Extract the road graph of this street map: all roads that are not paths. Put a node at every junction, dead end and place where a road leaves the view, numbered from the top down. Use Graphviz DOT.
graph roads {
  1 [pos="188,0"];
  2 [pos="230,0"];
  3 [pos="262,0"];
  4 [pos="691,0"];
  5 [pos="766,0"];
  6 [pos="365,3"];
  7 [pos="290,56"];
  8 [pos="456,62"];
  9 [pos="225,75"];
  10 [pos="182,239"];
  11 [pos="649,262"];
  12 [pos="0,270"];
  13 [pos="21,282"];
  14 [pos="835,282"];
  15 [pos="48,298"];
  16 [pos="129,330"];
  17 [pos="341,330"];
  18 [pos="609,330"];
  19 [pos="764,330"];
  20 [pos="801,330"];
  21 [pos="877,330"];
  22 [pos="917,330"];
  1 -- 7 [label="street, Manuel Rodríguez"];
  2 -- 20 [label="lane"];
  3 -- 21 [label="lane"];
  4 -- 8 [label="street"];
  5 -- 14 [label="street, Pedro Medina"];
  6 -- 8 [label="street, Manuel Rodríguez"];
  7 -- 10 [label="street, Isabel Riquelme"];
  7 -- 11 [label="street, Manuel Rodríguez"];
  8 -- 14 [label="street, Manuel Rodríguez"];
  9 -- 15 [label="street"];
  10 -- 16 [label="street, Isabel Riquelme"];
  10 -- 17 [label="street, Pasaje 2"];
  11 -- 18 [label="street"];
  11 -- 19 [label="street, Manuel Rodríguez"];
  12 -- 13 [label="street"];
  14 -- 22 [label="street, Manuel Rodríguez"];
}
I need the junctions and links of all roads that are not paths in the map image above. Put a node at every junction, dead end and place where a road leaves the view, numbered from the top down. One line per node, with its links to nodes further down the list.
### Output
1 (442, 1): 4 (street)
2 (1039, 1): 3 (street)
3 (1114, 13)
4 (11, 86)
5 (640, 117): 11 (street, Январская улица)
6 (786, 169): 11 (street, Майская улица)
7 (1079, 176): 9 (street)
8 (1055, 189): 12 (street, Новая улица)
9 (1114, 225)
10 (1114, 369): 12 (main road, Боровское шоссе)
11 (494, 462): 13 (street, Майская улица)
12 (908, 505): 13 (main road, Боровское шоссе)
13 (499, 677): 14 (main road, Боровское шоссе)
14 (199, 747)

*ACTION ITEM*
Repeat, word for word, every line from the line that contains "I need the junctions" to the end of the entries; include both of those lines and no others.

*REPLY TO THE TASK*
I need the junctions and links of all roads that are not paths in the map image above. Put a node at every junction, dead end and place where a road leaves the view, numbered from the top down. One line per node, with its links to nodes further down the list.
### Output
1 (442, 1): 4 (street)
2 (1039, 1): 3 (street)
3 (1114, 13)
4 (11, 86)
5 (640, 117): 11 (street, Январская улица)
6 (786, 169): 11 (street, Майская улица)
7 (1079, 176): 9 (street)
8 (1055, 189): 12 (street, Новая улица)
9 (1114, 225)
10 (1114, 369): 12 (main road, Боровское шоссе)
11 (494, 462): 13 (street, Майская улица)
12 (908, 505): 13 (main road, Боровское шоссе)
13 (499, 677): 14 (main road, Боровское шоссе)
14 (199, 747)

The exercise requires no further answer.